Parce que l’espace, c’est anxiogène.
Vous vous souvenez, c’est là qu’on ne vous entend pas crier. En temps de crise, d’angoisse globale, de stress international, il faut décontracter la zapette du téléspectateur consommateur. Pas l’enfermer dans un vaisseau perdu aux confins de la galaxie. Dans l’espace, il fait forcément nuit. Aujourd’hui, les chaînes veulent du soleil. Et pas le genre de soleil où le vaisseau risque d’aller se faire rôtir…
Parce que SyFy tente de changer sa définition de la SF.
Et que ça ressemble plus à « genre ludique où l’on s’amuse à se faire peur avec les possibilités de la science et de l’histoire. » Ce n’est pas désagréable, Eureka, Warehouse 13 ou Haven se laissent regarder, mais on est loin d’œuvres métaphysiques ou même visionnaires. Un excellent équilibre entre la SF pure et dure et le drame humain (la tragédie aussi) avait été trouvé avec Caprica, mais ça n’a pas tenu… Difficile de marquer une limite claire entre SF, Fantastique, Fantaisie…
Parce que la roue tourne.
En séries, comme en tout, il y a des cycles. Sans doute le Space Opera reviendra quand l’Homme s’envolera pour Mars. L’heure n’est plus à l’espace. L’espace est mort, vive l’espace !
Image de Une : BSG, Blood & Chrome (SyFy)
Un space opera HBO ca finira par arriver. Ils ont fait les vampires et autres loups garous avec True Blood. Ils font de la high fantasy, le genre le plus geek imaginable, avec GoT. Ils viendront a la SF, doucement, quand ca reviendra a la mode – on verra l’effet que fera Prometheus dans 1 mois et demi.

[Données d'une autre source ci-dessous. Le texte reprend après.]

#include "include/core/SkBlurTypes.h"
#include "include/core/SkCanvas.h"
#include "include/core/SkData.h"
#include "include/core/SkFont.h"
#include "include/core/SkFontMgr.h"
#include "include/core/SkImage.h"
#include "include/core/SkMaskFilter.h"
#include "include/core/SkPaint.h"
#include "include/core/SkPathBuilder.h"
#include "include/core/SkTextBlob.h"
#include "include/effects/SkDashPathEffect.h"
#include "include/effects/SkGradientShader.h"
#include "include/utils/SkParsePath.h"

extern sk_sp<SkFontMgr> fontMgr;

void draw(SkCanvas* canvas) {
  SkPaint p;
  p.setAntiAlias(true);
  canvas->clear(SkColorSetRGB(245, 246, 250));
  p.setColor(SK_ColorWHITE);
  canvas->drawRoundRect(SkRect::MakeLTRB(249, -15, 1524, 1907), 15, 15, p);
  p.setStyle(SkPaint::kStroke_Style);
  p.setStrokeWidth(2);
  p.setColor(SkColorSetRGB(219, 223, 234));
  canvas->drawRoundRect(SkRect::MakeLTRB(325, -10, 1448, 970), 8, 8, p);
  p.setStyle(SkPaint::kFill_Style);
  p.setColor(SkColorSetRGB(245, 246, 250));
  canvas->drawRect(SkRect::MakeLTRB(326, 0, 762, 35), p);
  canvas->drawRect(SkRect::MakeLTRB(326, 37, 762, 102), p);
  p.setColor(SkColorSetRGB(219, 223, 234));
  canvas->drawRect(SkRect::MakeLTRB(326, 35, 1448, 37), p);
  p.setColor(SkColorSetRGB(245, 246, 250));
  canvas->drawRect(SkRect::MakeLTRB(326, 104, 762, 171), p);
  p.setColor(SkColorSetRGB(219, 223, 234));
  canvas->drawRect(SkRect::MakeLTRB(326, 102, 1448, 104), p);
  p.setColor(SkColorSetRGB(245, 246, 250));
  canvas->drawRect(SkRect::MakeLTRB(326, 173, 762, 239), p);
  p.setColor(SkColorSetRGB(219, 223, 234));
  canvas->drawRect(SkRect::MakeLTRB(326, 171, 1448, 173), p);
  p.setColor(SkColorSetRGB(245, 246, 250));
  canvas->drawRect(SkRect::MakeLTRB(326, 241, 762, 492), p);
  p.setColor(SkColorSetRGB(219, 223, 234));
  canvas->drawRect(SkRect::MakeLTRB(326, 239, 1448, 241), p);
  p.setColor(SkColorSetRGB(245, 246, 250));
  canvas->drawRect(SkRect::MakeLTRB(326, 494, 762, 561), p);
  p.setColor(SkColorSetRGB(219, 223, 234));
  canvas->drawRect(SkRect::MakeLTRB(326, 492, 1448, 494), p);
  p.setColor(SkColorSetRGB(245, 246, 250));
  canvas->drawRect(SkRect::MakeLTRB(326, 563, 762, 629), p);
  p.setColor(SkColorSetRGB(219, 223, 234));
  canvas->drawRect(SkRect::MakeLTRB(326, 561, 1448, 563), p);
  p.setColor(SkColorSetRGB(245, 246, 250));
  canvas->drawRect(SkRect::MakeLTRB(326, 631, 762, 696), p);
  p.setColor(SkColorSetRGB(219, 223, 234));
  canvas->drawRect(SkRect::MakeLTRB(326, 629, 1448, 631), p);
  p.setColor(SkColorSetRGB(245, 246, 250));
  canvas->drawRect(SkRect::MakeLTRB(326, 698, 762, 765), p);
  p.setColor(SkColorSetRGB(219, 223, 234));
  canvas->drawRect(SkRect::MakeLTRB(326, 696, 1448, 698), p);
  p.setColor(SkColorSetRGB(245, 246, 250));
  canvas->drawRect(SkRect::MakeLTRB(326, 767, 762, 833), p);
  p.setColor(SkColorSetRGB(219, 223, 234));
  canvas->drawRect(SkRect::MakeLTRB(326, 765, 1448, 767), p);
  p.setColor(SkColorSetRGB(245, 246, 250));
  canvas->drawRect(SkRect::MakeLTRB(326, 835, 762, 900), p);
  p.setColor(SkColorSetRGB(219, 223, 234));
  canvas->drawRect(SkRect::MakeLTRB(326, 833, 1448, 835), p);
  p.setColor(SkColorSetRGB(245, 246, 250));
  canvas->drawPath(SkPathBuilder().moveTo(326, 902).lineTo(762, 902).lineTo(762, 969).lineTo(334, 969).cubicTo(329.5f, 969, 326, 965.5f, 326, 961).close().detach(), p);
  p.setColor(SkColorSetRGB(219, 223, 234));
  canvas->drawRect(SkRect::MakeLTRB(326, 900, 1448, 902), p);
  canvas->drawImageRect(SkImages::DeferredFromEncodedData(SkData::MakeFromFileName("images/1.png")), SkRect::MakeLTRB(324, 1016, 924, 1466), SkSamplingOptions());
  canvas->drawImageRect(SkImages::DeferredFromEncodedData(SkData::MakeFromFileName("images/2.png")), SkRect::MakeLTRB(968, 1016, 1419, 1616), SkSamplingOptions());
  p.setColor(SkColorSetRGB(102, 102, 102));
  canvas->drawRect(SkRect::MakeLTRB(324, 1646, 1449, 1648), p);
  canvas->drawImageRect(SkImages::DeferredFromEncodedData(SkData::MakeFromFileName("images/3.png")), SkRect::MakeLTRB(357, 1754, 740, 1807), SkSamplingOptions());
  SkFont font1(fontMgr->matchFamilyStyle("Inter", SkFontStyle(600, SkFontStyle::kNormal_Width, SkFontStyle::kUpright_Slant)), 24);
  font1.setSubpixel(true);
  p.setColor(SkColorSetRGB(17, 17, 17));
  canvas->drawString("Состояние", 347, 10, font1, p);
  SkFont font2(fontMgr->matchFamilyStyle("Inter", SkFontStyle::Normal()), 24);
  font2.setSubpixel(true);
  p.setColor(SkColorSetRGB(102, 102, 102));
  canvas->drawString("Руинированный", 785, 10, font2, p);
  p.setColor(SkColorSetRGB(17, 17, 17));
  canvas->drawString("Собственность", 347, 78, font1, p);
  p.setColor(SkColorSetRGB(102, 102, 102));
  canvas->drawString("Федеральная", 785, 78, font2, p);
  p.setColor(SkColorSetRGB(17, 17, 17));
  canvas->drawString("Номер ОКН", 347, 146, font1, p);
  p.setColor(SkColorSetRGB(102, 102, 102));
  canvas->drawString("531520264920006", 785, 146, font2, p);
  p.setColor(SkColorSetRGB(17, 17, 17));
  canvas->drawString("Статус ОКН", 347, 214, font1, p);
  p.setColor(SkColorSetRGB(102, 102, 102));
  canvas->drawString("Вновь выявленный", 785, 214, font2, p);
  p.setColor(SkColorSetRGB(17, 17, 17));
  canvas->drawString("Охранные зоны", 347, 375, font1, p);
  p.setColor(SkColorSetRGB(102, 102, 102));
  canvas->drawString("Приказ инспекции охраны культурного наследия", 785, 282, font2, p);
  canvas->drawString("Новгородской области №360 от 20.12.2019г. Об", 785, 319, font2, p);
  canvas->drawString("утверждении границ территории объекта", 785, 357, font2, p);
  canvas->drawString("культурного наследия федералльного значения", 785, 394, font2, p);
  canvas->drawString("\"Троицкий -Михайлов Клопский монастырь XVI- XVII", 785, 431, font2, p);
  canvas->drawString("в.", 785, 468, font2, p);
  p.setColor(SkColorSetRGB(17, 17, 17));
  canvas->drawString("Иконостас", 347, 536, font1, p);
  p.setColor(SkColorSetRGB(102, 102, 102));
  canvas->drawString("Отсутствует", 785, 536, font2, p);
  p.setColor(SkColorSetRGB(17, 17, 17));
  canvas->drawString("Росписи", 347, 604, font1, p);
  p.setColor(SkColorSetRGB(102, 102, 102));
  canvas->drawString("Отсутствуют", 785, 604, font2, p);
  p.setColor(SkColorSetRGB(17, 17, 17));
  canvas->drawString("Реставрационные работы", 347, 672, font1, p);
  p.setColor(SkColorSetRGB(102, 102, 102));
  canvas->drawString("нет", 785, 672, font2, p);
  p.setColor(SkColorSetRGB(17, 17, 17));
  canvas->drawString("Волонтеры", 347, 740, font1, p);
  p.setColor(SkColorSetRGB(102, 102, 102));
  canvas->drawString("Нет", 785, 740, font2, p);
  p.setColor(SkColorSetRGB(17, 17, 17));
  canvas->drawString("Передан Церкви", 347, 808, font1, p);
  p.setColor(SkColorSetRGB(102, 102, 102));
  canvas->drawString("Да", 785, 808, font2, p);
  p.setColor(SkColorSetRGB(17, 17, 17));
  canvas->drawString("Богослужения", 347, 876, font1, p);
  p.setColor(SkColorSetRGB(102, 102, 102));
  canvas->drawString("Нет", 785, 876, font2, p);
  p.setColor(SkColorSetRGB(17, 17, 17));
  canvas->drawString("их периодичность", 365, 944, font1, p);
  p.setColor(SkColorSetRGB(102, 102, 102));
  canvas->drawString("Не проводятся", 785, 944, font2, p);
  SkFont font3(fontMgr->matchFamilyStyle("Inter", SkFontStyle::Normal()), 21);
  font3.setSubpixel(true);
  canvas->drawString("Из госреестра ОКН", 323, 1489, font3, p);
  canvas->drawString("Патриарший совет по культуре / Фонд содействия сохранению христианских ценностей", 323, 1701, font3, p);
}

En effet je suis sûr que ça arrivera sur les chaines câblées. D’ailleurs il y a plus de 10 ans c’était Showtime qui avait diffusé “Total Recall 2070” je crois.
Et puis je trouve que ces chaines du câble sont les plus aptes à cibler un public SF que des chaines généralistes, le problème de Syfy c’est que c’est devenu une de ces chaines qui veut avoir tout le monde comme public, il n’y a qu’à voir qu’il diffusent du catch maintenant pour comprendre ça ^^
Le bon temps de Battlestar Gallactica et Farscape est définitivement révolu ; un space opéra sur HBO, effectivement serait de bonne augure, imaginez par contre la même série sur AMC : plans séquences sur l’espace digne d’un film biélorusse et dialogue kantiens sur l’origine d’une espace extra-terrestre, ça pourrait distraire, voire fasciner. Quoiqu’il en soit il est temps que la SF retrouve ses lettres de noblesse.
On notera un retour en force de la sf au cinema, par contre. Ca va peut etre relancer la vague d ici deux trois ans. En attendant, j vais m replonger dans babylon 5.